Yippee! The number-crunching boffins are at war again. The UK and Scottish governments have today released rival forecasts for life in an independent Scotland.
It will not surprise you that the UK government’s projections run towards the pessimistic side of the ledger while their opponents in Edinburgh take a sunnier view of Scotland’s future economic circumstances and performance. Fancy that!
The Scottish government suggests there might be £5bn windfall from independence; the UK government reckons each Scot receives a ‘Union dividend’ worth something like £1,400 a year.
They can’t both be right. In fact the probability is they are both wrong. That is, Scotland’s fiscal and economic position would be neither as bleak as London suggests nor as rosy as Edinburgh claims.
The truth is that no-one actually knows. Like all such forecasts, these rely on so many assumptions that they should only be treated as some of the many possible outcomes that might be possible. Educated guess-work remains a matter of guess-work.
It is, I think, probable – and unnecessarily stupid – that some of the UK government’s assumptions about the one-off start-up costs of establishing a new state are exaggerated. True too that even on London’s pessimistic forecasts an independent Scotland remains a perfectly viable proposition. Poorer than she might be if Caledonia remained part of the Union but still far from destitute.

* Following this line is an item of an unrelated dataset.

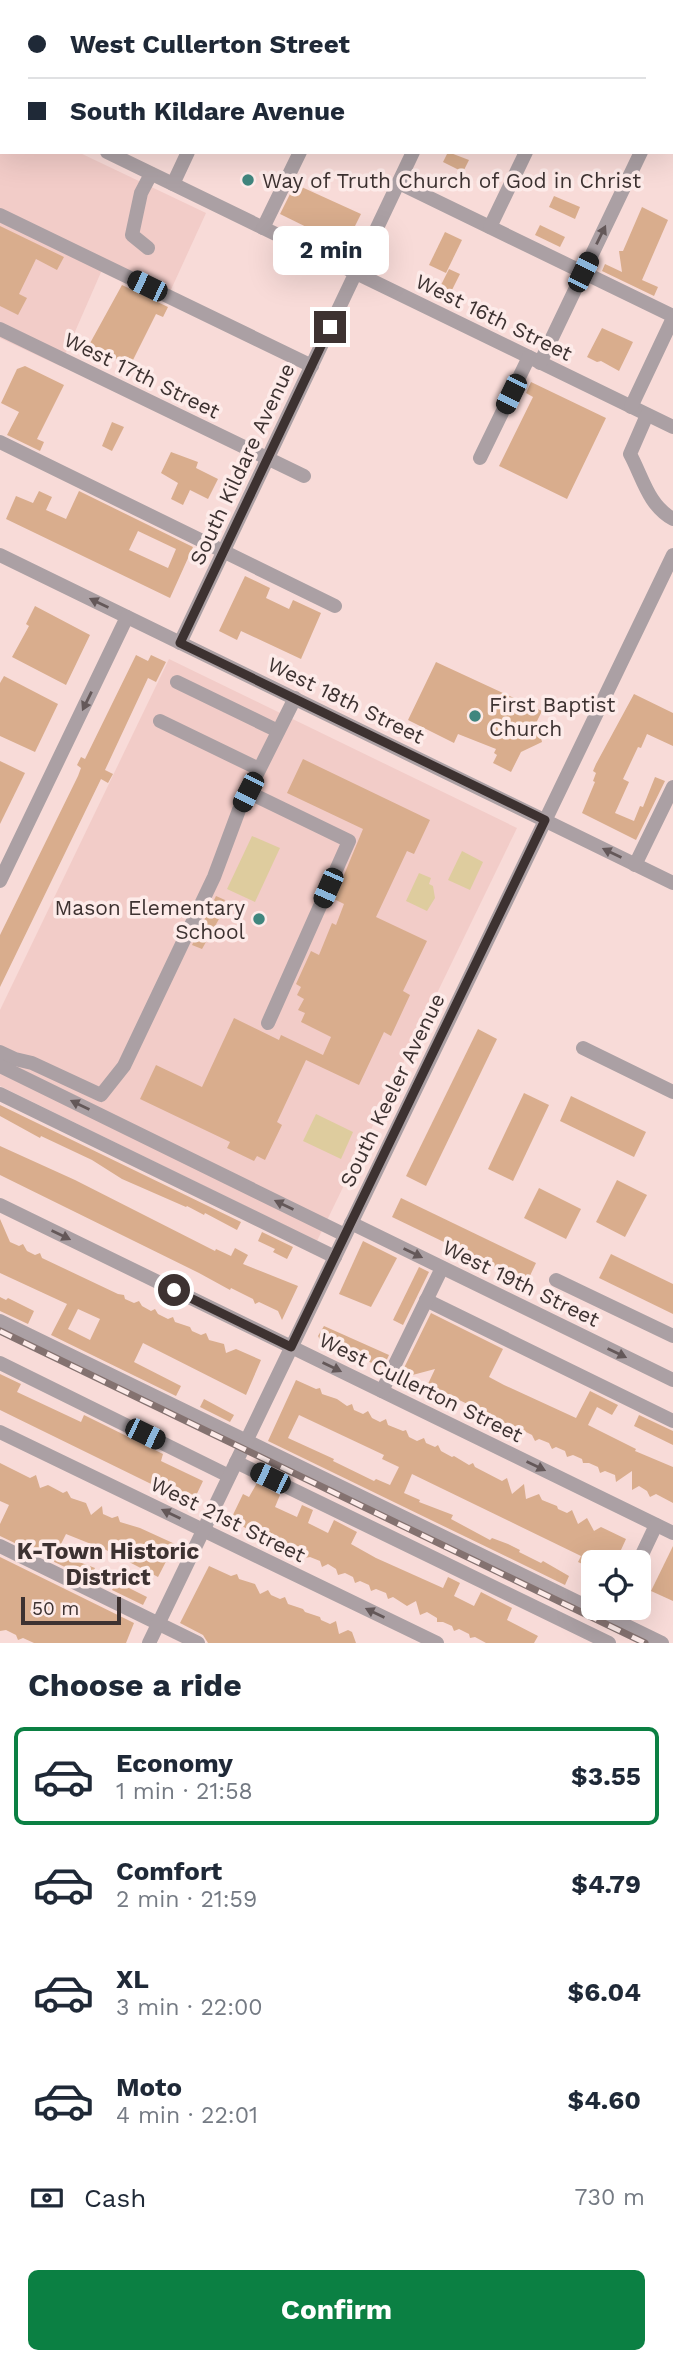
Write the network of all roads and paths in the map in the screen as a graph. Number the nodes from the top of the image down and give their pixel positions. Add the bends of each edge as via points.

On balance, however, the UK government’s forecasts are closer to those made by more independent bodies such as the IFS and the NIESR than are the Scottish government’s. That doesn’t mean Edinburgh is necessarily mistaken, merely that it is worth recalling that the Scottish government’s estimates are the outlier in these competing projections.
Take oil, for instance. It’s still largely all about the oil. If the OBR’s forecasts for future oil receipts may have often proved too pessimistic it may equally be said that the Scottish government’s projections are as optimistic as others are gloomy.
In today’s analysis for instance, the Scottish government lays out six potential scenarios for future oil revenue. The most optimistic projects £38.7bn of revenue from the North Sea over the next five years; the most pessimistic suggests oil and gas receipts might only total £15.8bn. The scenario upon which the Scottish government bases all its other calculations estimates revenues of £34.3bn over five years. That is, it is very much closer to the highest plausible forecast than to the lowest. Which is fine. Except if it is wrong.
Oil is a useful problem to have, for sure. Nevertheless both governments actually agree that, generally speaking and over the medium-term, oil revenues and higher public spending per capita in Scotland than in other parts of the United Kingdom effectively cancel each other out. Which means there’s no magic oil money to fund additional public expenditure above the levels which Scotland currently enjoys.
The British government’s paper naturally focuses on current trends and many of those are gloomy. It is based upon current trends remaining reasonably constant. The Scottish government’s paper, by contrast, focuses on what an independent might be able to do differently.
That’s all well and good and entirely in keeping with the Yes campaigns’ preference for dwelling in an imagined future. But it does rather mean that even by the standards of these matters the Scottish government’s projections are heavily dependent upon everything improving for the better. Perhaps it would! But how probable is it that everything would be better after independence?
For instance, the Scottish government’s document is stuffed full of If. If and independent Scotland increased participation in the labour force by 3.4 per cent, if an independent Scotland increased productivity by 0.3 per cent each year, if an independent Scotland attracted significant numbers of new immigrants to offset the deleterious impact of an ageing population… If, if, if all these things were achieved an independent Scotland’s net fiscal balance could improve as a share of GDP by 1.2% relative to baseline forecasts.
As the Scottish government puts it: ‘If Scotland was able to increase its population and close some of the gap in its employment and productivity rates with the top performing countries in the OECD, it would boost tax revenues year on year. After thirteen years this could provide an additional boost to tax receipts of over £5 billion a year.’
So here we have it: not only should Scotland be independent, an independent Scotland would have to be extremely well governed. Again, I don’t mean to suggest this would be impossible, merely that the Scottish government’s own forecasts might be best understood as a kind of accumulator bet. Sure, singles and doubles may pay-out but the full impact is only felt if every horse comes in first. Which it might! Though, you know, there’s a reason bookmakers promote these bets…
In the end, I fancy the impact of today’s rival forecasts will be neutral. They will not change many minds. Rather they will confirm existing prejudices. Those minded to vote Yes will have their preferences indulged; those Scots voting No will have their own instincts confirmed. And those in neither camp may be forgiven for thinking that no-one actually knows anything.
So: yes, it can be done. No, that does not mean it would be done well. The early years of a new nation would be difficult but that scarcely means those difficulties are insurmountable. But so much needs to go right for the Scottish government’s assumptions to become reality that it seems mildly improbable that an independent Scotland really could, as Alex Salmond has claimed, spend more, borrow less and tax just the same. There comes a time when heroic optimism descends into foolishness.